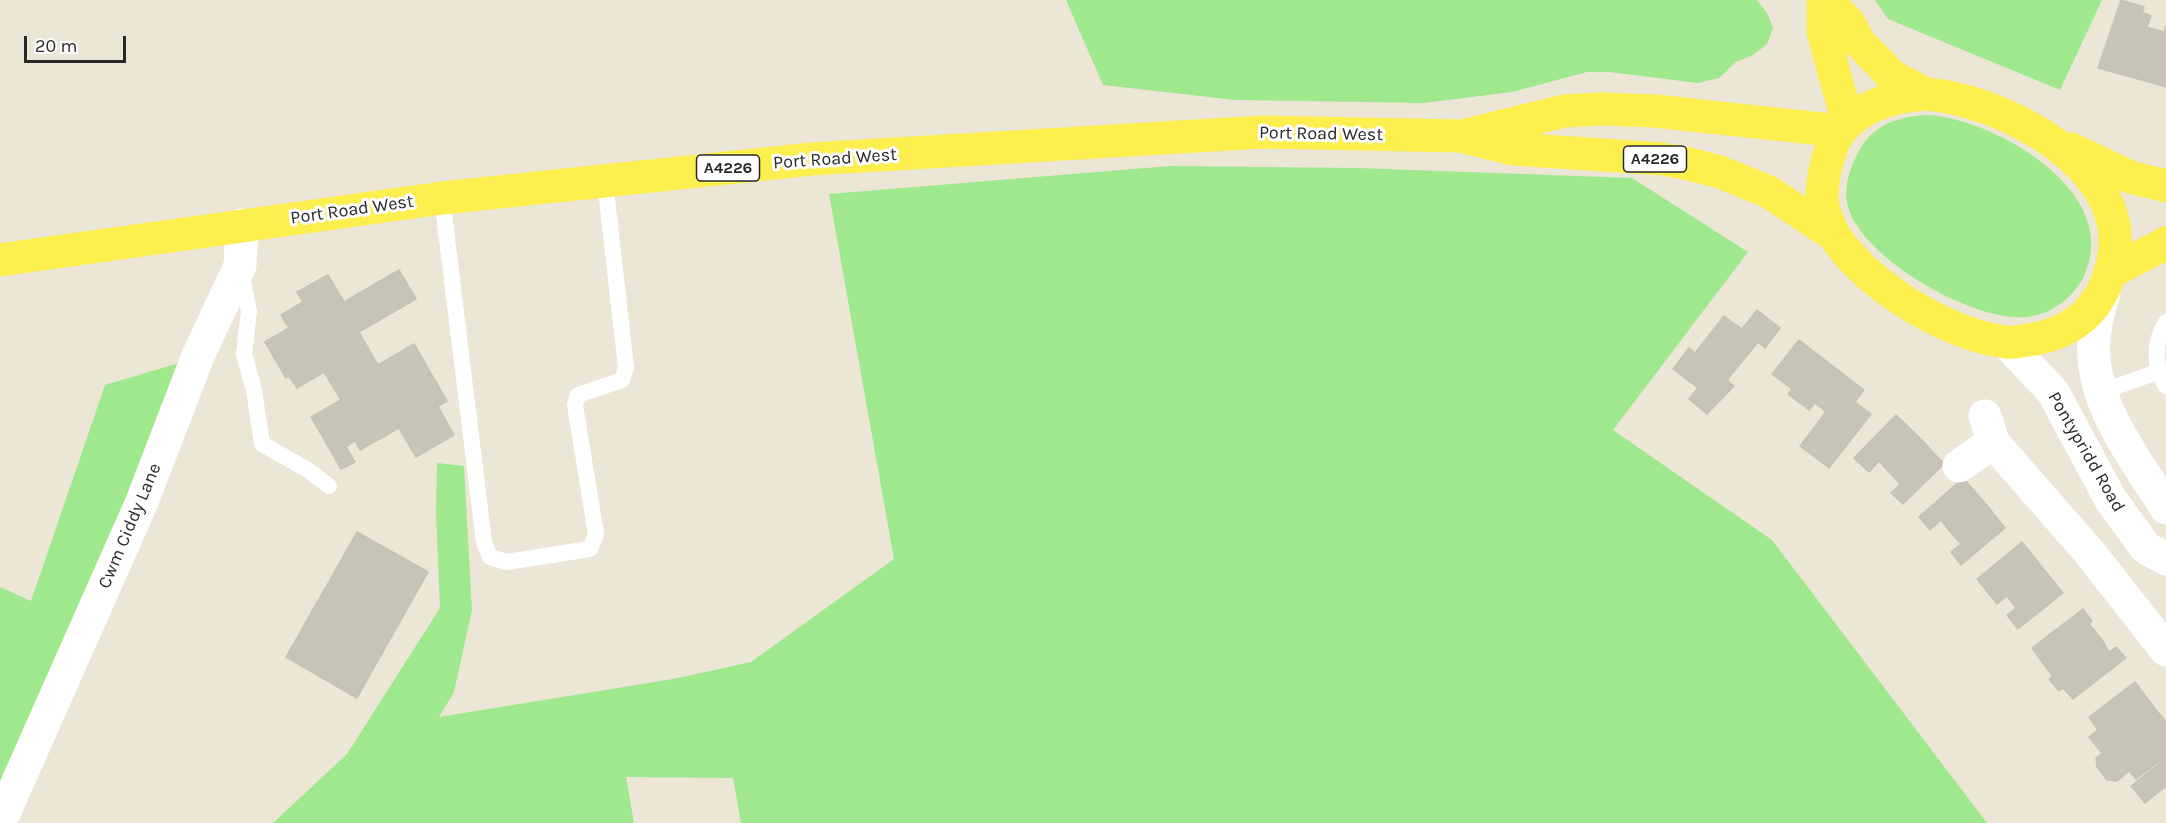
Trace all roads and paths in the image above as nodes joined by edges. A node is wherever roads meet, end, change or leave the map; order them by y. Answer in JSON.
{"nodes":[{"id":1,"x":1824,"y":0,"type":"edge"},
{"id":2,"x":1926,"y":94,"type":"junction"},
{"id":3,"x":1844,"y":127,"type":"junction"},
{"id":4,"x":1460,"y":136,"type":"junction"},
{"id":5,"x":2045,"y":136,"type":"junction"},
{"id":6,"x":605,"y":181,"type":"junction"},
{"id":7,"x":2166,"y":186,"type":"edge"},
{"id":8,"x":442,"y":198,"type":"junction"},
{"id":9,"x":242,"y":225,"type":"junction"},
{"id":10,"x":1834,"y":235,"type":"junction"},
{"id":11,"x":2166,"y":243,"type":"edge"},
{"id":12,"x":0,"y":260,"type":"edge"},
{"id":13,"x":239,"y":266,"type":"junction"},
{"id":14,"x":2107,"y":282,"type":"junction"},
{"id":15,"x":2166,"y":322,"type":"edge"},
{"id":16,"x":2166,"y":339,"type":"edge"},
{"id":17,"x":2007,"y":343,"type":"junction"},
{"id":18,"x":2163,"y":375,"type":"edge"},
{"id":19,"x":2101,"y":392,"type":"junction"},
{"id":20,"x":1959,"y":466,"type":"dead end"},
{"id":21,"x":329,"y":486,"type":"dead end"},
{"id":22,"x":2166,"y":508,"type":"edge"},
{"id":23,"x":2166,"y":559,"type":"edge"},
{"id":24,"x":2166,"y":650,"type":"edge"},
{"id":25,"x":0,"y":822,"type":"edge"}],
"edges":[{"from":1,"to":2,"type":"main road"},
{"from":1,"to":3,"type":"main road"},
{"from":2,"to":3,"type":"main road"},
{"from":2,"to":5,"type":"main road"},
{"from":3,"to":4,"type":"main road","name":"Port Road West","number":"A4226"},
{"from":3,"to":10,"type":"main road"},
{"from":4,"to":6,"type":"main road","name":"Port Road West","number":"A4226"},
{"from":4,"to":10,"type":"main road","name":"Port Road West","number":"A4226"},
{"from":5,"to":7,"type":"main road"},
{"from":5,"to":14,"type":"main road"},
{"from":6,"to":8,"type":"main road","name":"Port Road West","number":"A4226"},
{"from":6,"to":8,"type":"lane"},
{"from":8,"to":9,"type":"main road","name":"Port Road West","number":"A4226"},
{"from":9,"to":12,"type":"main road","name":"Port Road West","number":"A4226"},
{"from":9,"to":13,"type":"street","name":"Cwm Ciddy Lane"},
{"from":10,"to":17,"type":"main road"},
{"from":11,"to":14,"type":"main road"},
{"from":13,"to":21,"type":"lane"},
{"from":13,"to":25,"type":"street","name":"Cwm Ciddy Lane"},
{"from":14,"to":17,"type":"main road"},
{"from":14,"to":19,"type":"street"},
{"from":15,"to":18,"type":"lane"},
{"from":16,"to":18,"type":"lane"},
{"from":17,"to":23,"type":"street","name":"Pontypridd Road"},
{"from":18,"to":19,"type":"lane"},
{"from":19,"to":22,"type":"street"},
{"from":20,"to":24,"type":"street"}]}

______

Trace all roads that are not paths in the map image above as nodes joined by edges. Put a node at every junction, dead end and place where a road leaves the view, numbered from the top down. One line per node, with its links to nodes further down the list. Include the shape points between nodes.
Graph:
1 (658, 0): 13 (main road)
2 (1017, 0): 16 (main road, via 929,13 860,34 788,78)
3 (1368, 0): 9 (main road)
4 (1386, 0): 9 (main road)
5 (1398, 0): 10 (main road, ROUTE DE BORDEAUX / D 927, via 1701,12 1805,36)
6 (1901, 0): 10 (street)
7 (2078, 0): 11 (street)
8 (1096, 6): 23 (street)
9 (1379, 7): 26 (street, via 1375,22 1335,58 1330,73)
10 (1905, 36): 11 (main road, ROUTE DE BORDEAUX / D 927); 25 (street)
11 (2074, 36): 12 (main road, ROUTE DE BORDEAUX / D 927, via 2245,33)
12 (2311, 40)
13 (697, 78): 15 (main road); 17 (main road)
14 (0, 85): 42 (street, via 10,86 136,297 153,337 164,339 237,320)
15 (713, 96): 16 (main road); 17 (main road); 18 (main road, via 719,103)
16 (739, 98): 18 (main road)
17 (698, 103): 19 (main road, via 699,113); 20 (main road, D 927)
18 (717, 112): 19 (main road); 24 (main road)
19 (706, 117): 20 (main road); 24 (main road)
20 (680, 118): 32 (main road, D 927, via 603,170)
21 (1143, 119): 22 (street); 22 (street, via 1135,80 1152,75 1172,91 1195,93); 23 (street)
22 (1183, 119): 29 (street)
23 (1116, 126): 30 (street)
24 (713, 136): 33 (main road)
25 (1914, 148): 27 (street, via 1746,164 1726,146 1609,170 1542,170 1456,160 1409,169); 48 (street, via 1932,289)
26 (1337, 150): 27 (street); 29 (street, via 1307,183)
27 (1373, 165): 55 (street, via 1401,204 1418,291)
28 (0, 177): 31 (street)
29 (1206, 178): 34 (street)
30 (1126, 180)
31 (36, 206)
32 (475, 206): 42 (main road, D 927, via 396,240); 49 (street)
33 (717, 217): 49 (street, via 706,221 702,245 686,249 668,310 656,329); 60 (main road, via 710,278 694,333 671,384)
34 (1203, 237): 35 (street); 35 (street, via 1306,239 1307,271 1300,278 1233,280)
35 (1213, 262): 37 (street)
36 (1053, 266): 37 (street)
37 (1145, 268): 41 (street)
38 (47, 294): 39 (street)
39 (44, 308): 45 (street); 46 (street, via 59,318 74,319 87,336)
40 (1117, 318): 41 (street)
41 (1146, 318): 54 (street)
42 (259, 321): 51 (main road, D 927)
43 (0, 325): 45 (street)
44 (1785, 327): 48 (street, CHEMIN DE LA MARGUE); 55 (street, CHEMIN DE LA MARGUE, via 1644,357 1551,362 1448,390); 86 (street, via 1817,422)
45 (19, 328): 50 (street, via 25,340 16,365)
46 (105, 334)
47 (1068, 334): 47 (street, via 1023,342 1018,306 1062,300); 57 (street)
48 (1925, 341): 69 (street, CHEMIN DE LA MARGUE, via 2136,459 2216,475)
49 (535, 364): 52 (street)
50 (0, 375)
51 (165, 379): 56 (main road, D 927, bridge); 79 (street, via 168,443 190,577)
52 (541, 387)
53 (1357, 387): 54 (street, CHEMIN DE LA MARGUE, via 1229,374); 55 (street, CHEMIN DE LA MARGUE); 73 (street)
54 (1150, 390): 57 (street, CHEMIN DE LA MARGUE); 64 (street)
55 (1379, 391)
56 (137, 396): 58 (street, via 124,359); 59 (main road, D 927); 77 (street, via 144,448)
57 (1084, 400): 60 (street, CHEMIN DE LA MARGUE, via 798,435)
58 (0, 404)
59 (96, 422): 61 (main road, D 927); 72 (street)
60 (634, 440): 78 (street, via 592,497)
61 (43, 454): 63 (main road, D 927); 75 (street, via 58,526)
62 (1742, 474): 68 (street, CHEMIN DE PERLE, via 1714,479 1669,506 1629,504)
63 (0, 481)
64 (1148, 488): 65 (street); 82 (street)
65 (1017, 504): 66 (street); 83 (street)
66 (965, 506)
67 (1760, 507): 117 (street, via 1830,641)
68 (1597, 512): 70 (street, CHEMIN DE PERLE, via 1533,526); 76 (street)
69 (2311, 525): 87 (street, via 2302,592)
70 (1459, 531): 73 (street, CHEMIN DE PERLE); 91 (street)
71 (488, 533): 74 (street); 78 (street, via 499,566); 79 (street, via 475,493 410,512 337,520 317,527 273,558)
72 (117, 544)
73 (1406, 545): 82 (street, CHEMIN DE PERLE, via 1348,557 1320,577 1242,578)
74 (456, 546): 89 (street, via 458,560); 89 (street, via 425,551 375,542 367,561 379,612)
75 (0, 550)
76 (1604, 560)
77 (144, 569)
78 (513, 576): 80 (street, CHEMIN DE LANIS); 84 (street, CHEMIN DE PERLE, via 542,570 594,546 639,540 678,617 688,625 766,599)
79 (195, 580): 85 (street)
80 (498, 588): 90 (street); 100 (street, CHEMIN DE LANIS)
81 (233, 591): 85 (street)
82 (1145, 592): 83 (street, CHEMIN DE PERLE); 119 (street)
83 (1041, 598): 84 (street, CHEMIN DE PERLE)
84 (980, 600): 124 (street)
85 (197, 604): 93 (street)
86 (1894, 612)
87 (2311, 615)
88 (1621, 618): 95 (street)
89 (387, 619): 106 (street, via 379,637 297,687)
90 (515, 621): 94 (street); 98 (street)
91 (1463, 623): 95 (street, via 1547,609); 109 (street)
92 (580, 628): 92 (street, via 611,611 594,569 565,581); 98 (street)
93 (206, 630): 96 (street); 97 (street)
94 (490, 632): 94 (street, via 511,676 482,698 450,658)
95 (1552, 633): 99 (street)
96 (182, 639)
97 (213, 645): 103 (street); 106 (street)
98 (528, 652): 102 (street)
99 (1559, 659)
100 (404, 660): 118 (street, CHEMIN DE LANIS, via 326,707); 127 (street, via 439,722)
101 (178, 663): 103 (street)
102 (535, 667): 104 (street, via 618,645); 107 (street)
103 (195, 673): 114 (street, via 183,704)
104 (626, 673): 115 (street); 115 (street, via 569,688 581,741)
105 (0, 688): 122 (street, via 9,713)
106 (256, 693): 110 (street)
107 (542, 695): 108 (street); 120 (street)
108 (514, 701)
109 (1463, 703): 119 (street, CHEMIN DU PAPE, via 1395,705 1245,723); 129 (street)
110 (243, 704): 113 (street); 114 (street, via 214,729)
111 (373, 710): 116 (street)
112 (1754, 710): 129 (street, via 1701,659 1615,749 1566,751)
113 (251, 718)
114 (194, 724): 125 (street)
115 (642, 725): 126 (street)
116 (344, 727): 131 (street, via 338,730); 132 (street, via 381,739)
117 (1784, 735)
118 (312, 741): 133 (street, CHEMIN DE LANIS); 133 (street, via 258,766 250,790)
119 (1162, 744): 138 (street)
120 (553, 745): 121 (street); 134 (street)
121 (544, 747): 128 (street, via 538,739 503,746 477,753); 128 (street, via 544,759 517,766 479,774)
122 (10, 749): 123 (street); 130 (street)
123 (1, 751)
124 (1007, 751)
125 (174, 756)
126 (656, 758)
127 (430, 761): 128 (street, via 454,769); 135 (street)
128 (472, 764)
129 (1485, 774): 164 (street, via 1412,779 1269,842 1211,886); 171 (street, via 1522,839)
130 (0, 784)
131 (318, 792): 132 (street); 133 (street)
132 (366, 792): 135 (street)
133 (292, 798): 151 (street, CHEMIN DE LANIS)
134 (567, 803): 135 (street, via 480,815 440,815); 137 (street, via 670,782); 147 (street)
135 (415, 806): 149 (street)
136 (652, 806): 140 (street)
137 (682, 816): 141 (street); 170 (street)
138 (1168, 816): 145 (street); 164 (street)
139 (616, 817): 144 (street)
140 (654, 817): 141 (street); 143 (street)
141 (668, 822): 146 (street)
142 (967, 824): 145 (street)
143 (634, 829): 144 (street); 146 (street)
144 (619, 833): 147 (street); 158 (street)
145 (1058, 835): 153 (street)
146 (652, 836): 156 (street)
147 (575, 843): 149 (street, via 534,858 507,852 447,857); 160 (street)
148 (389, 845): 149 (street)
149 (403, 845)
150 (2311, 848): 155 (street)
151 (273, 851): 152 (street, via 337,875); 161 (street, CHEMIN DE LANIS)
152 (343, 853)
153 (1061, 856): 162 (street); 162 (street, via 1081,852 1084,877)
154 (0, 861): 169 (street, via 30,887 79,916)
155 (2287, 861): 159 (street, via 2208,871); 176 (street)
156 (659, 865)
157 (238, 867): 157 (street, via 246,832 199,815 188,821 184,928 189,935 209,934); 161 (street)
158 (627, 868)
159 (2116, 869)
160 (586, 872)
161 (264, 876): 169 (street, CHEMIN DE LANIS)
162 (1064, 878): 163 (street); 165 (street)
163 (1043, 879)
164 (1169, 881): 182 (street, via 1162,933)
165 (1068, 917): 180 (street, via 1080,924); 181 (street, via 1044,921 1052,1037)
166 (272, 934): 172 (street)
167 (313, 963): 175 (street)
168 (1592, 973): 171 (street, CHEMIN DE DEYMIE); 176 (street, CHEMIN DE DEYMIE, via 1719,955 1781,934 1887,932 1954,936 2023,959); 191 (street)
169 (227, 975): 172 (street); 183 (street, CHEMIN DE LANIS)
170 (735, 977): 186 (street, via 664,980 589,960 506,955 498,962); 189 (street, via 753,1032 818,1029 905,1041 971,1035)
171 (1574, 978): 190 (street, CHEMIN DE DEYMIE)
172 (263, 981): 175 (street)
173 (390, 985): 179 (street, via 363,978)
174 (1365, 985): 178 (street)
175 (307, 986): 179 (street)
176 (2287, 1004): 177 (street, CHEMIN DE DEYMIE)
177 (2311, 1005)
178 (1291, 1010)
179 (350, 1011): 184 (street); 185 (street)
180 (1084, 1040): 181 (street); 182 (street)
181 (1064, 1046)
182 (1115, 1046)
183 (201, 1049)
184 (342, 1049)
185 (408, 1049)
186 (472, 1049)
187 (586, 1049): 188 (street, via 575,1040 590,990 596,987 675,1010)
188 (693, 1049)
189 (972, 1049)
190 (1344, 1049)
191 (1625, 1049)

______

**GOAL OF THE EXERCISE**
Copy each line of the records that contains the word "BORDEAUX".

**EXERCISE RESPONSE**
5 (1398, 0): 10 (main road, ROUTE DE BORDEAUX / D 927, via 1701,12 1805,36)
10 (1905, 36): 11 (main road, ROUTE DE BORDEAUX / D 927); 25 (street)
11 (2074, 36): 12 (main road, ROUTE DE BORDEAUX / D 927, via 2245,33)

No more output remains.